Localization globalization concepts are nothing new. The Italian adventurer, Giacomo Casanova, grasped the idea as early as the 18th-century when the gadabout playboy visited a Parisian opera only to laugh at the backdrop misplacing the Doge’s Palace on the Venetian landscape. He knows his beloved land better than anyone else at the French opera. After all, Casanova is a true-blue Venetian.

You might argue Casanova wrote his memoirs in French, not Italian or Latin. Doesn’t that make his “opera antics” absurd? You’ve got to understand that French is the 18th-century equivalent to 21st-century English as an international language. 

It’s one of the earliest forms of localization globalization. Casanova had to write in a language that most people in the world understood, and that was French (at the time, at least). 

So, Casanova got it right. If an 18th-century playboy has a fair idea of localization globalization, why do some 21st-century companies have problems understanding and appreciating the concept, let alone operationalizing it? 

Let’s find out as we shed light on the Globalization, Internationalization, Localization, and Translation (GILT) conundrum besetting many contemporary businesses.

The GILT Formula for Successful Businesses

Expanding to new markets isn’t new. Almost every business wants to have an overseas presence, allowing them to exploit their brand’s popularity and bring in the much-needed revenue or some other goal. 

The 18th-century Parisian opera Casanova visited decided to stage a Venetian play, hoping to appeal to French aristocrats to appreciate and patronize Italian art. Unfortunately, their grasp of localization globalization ideals is mediocre at best. They had the idea of crossing the border but failed to depict an accurate Venetian representation at the French venue.

Thankfully, businesses learn. Today, companies and corporations with an eye on the big prize can execute four crucial steps, making their brands more meaningful to any market worldwide. 

We can look at Globalization, Internationalization, Localization, and Translation (GILT) as the four critical steps to ensuring a global brand footprint.

Why would you want that?

Imagine you’re opening a branch in Italy and depicted the Leaning Tower of Pisa a few degrees off. 

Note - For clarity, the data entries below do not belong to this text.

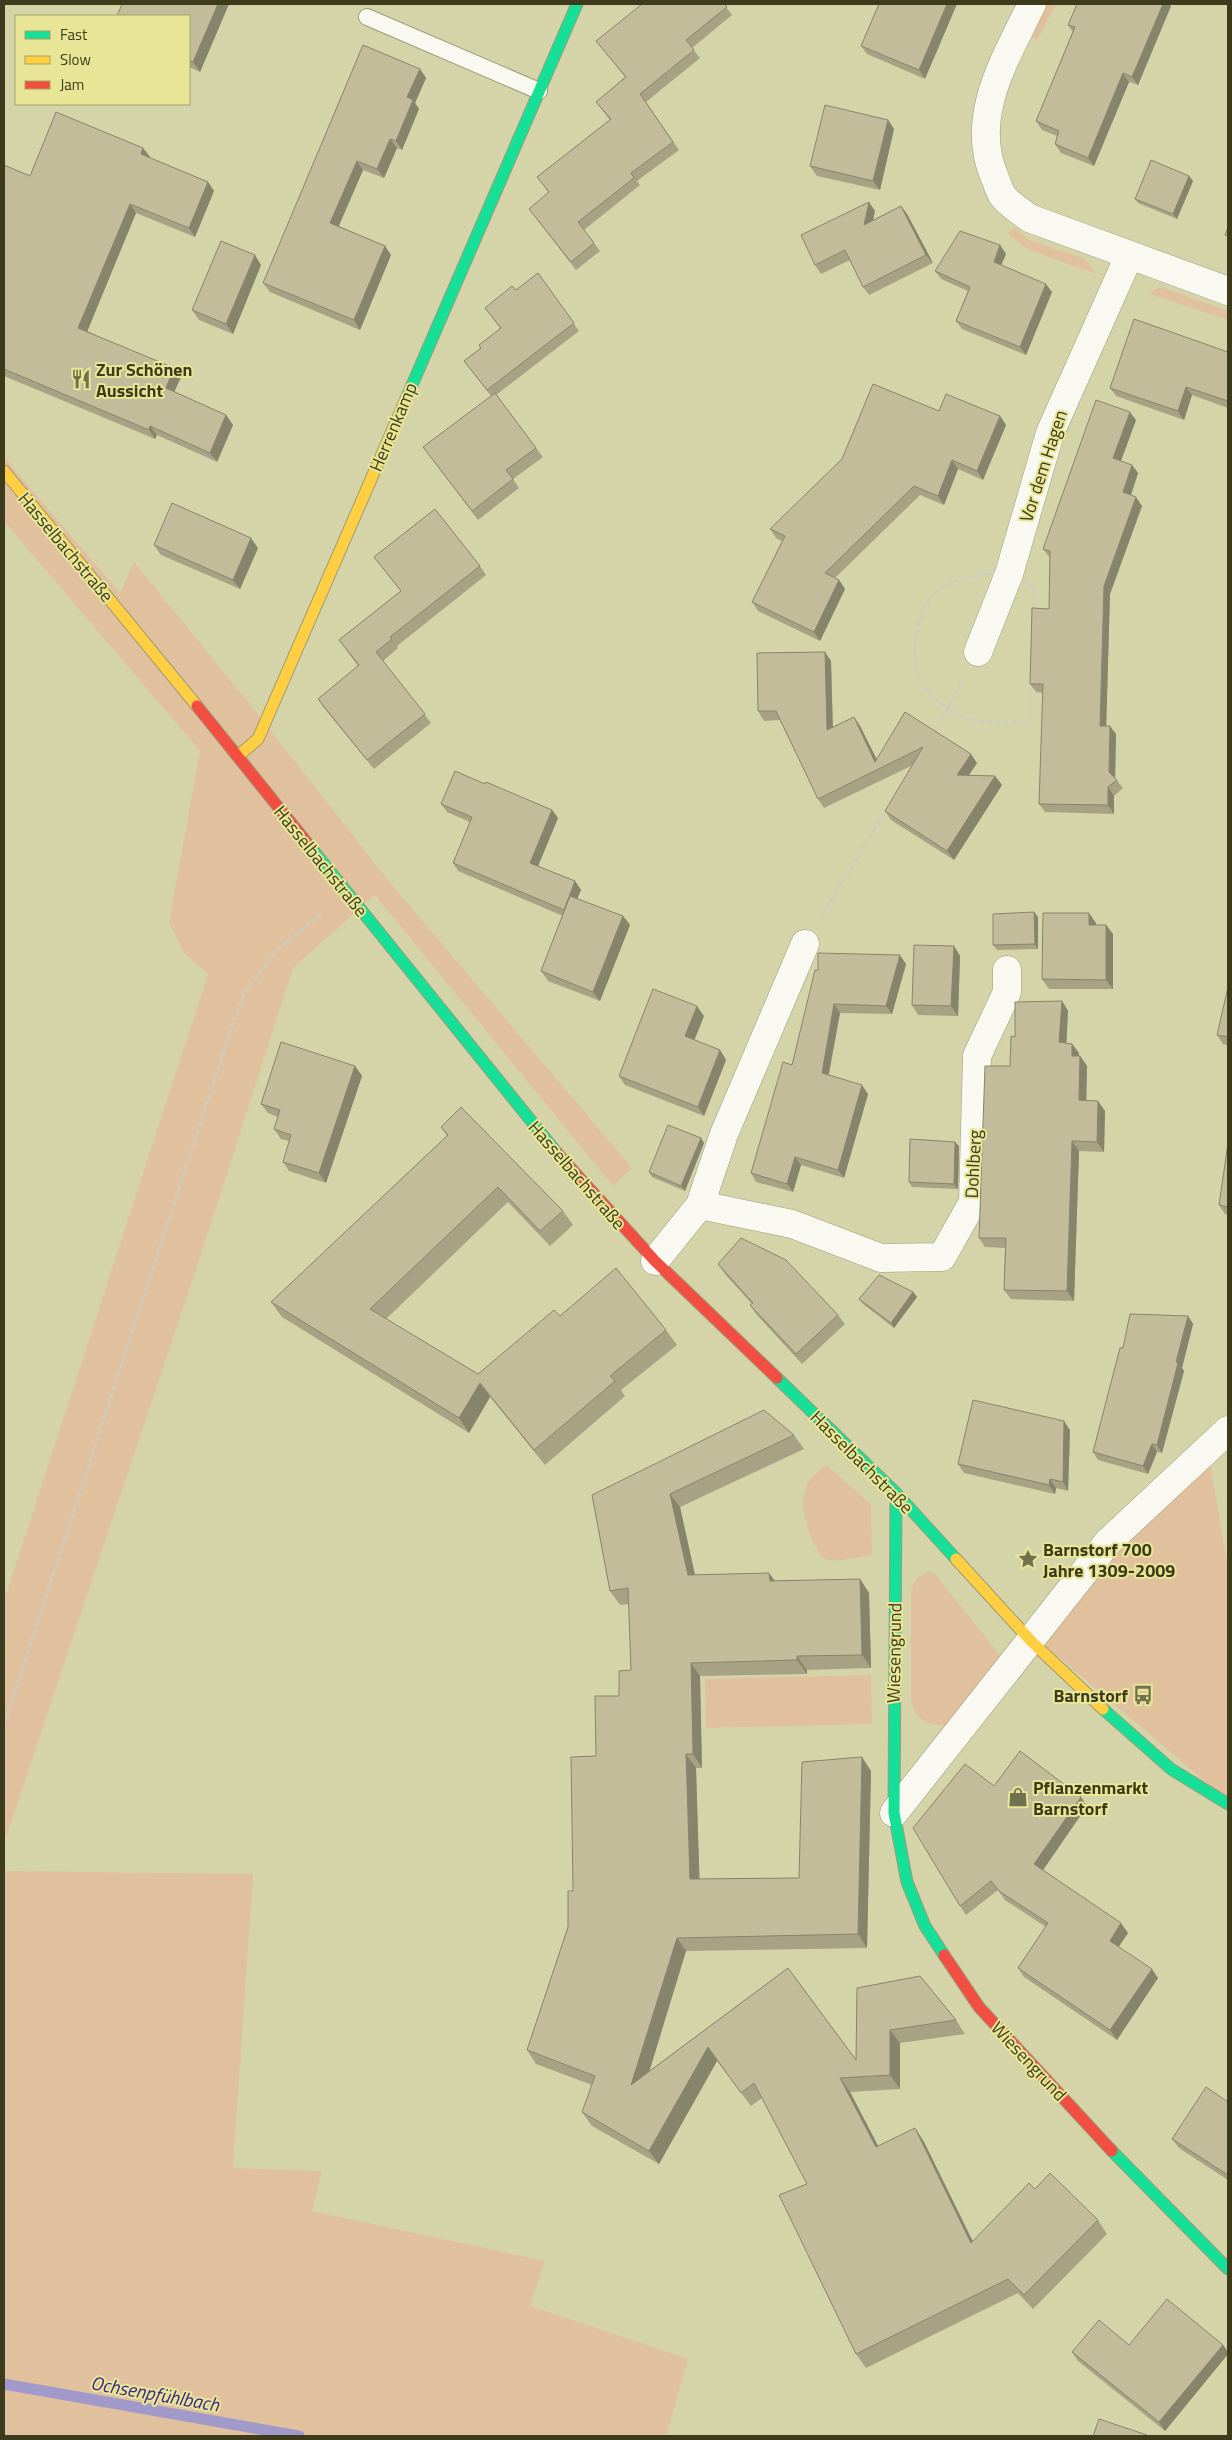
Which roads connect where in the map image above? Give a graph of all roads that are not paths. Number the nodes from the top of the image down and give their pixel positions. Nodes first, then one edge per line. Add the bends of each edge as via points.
1 (577, 4) edge
2 (1032, 4) edge
3 (367, 17) dead end
4 (539, 91) junction
5 (1129, 256) junction
6 (1228, 291) edge
7 (4, 471) edge
8 (978, 652) road end
9 (238, 756) junction
10 (805, 944) road end
11 (1007, 970) dead end
12 (700, 1205) junction
13 (655, 1261) junction
14 (1228, 1430) edge
15 (896, 1493) junction
16 (1031, 1641) junction
17 (1228, 1804) edge
18 (894, 1813) junction
19 (1228, 2269) edge

1 - 4 street, Herrenkamp
2 - 5 street via 1000,68 989,101 984,128 988,163 1003,196 1029,218
3 - 4 lane
4 - 9 street, Herrenkamp via 258,738
5 - 6 street
5 - 8 street, Vor dem Hagen via 1050,434 1009,574
7 - 9 street, Hasselbachstraße
9 - 13 street, Hasselbachstraße via 559,1156
10 - 12 street via 724,1134
11 - 12 street, Dohlberg via 1007,992 977,1056 973,1202 942,1257 881,1258 792,1224
12 - 13 street
13 - 15 street, Hasselbachstraße
14 - 16 street via 1108,1542
15 - 16 street, Hasselbachstraße
15 - 18 street, Wiesengrund
16 - 17 street, Hasselbachstraße via 1171,1769
16 - 18 street
18 - 19 street, Wiesengrund via 907,1882 925,1926 979,2007 1143,2184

How would your Italian customers feel? Say you want to establish an office in the Philippines, and you painted a picture of the flag with nine sun’s rays instead of eight. Tiny details mean a lot to different people. And if you’re on a globalization quest, you’ll want to get your localization strategies straight.

You can look at GILT as a stack of rings forming an inverted cone shape that toddlers and preschoolers love to play with. We’ll call the lowermost and largest ring the globalization disc, providing stability for the three upper discs. Internationalization forms the second, slightly smaller circle atop the globalization disc, followed by localization and translation forming the top.

Companies that want to achieve a global presence must start with a sound globalization philosophy and strategy. It’s the foundation for a successful localization globalization program, allowing the organization to adapt to any local market and realize its worldwide expansion objectives.

The second tier – internationalization – focuses on branding and product or service design that allows for a smoother expansion into cross-border markets. On the other hand, localization empowers companies to adopt and adapt a particular “internationalized” service or product to a specific marketplace. Lastly, translation operationalizes the company’s localization globalization objectives. 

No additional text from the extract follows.